Slow Dance in Purgatory

***

Dolly Kinross did not take the news well. She kept insisting that Johnny wouldn’t have left his younger brother to save his own skin, and if he had left at all it had to have been against his will.

“Johnny was very protective of Billy and me, Chief Bailey. He wouldn’t have just left Billy laying there dead! And he wouldn’t have left me – not without telling me where he was going!” Dolly Kinross had sobbed into his shoulder. Chief Bailey had silently agreed with her. He had tried to comfort her, and he had reassured her that they would figure it out. But the truth was, he was completely stumped.

Thinking back on that awful night he sighed and rubbed the thinning hair on the back of his head, unfolding himself from his desk chair. None of it made any sense. From what he knew about Johnny Kinross, the kid was no angel. After all, he had stolen the gun that his kid brother had been waving around that night. The owner had come forward and reported it missing from his car just yesterday. That had answered the question of the gun.

He had wrangled the story of the rumble out of Roger Carlton and a few of the kids that had gathered for the fight that night. Roger had apparently been giving Billy Kinross a hard time, and Johnny had called him out. Johnny Kinross had been involved in his share of fights over the years, and he had a reputation as a pretty tough kid. Apparently, Roger Carlton had tried to increase his odds in the fight with a little element of surprise.

A day or so after the disappearance, Chief Bailey had also been barraged by a steady stream of hysterical females, all claiming to have had a special relationship with Johnny. He had even been visited by plain little Dorothy Barker, Johnny’s English teacher, who had seemed unusually distraught by the news of Johnny’s disappearance. Chief Bailey had his suspicions about that. Seems Johnny had a way with the ladies. Still, angel or not, Johnny didn’t seem like the kind to run when there was trouble

Unfortunately, that was the only option that made any sense. They hadn’t found a trace of him anywhere. His car had still been right where he left it that night. The doors were hanging open and the lights were still on. Somebody had done some real damage to it, too. Chief Bailey was working on charging Roger Carlton with that. The Carlton kid had been seen taking a bat to the Bel Air, and he was going to pay to have it repaired, whether Johnny Kinross turned up or not. Roger Carlton was up to his eyeballs in this thing, although Chief Bailey didn’t think he had anything to do with Johnny’s disappearance. Still, Roger should have to pay restitution in some way or another.

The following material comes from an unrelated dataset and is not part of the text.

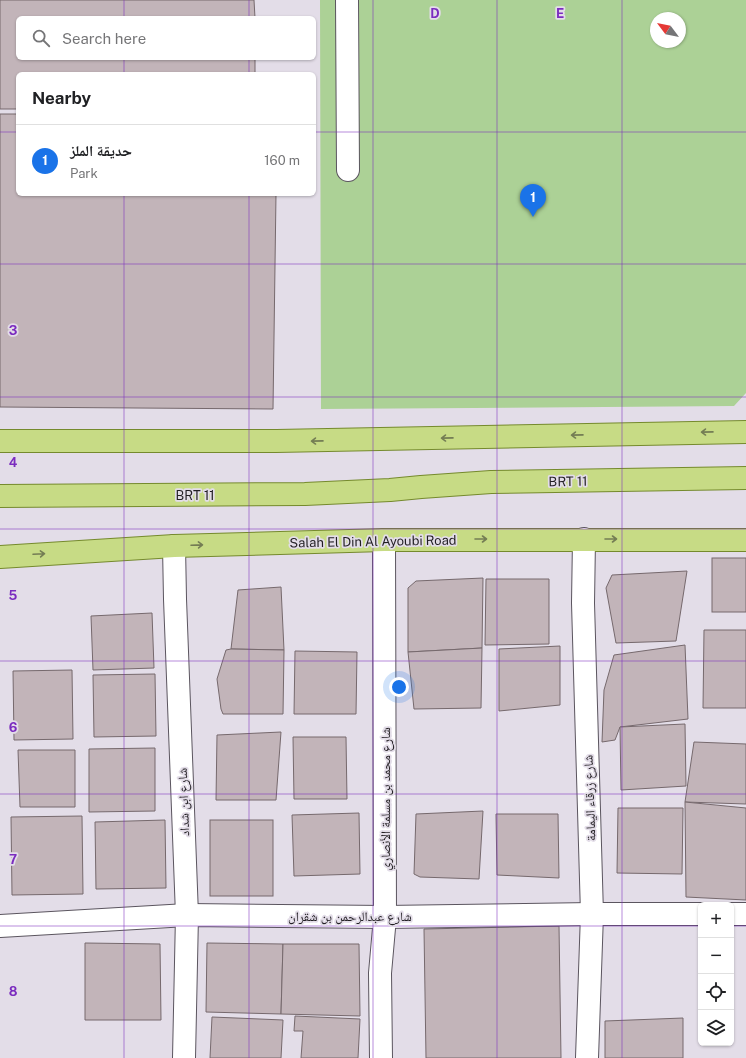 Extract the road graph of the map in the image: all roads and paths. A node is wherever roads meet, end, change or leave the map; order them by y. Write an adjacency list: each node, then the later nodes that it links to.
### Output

Chief Bailey was also going to demand that Mayor Carlton set up some reward money in an account at the local bank. It might encourage someone who might have some information to come forward. Dolly Kinross sure didn’t have a damned dime, and Mayor Carlton had plenty. He owed the woman that much; Chief Bailey would make sure he paid, too. It was his own way of doing something, because he had done precious little to solve the missing persons case. It wasn’t for lack of trying. There just wasn’t much to go on.

They had turned the school inside out the night of the tragedy. They had turned the town upside down in the days that followed. Johnny Kinross had just vanished. The only clue they had had was the destruction in the men's locker room a day or so after the tragedy. The mirrors had all been broken. They hadn't been broken when he and his deputies had searched the school the night Billy Kinross died. They had found the window that had been shot out, just like the Carlton kid said, and Billy Kinross’s glasses. But the destruction to the mirrors had to have happened after. They wouldn’t have known about the mirrors at all, but the new janitor had reported it. He had been hired several months before the tragedy and had been asked to clean up the construction dust and debris and ready the school for its first day.

“Parley? What was that janitor’s name again?” Chief called out into the front office area where his secretary, Sharon, and Parley were chatting over cups of coffee.

“Huh, Chief?” Parley shot his head inside Chief Bailey’s office. “Oh, um, the colored boy?”

Chief Bailey didn’t much like the term colored, but he didn’t correct Parley, who truly meant no harm and didn’t seem to know any better.

“His name is Gus...Jackson? No, Johnson…..Jasper! Gus Jasper. Why?"

“I want to talk to him again. Can you drive over to the school and see if he’s there – see maybe if I can have a word with him when he gets done with his shift?”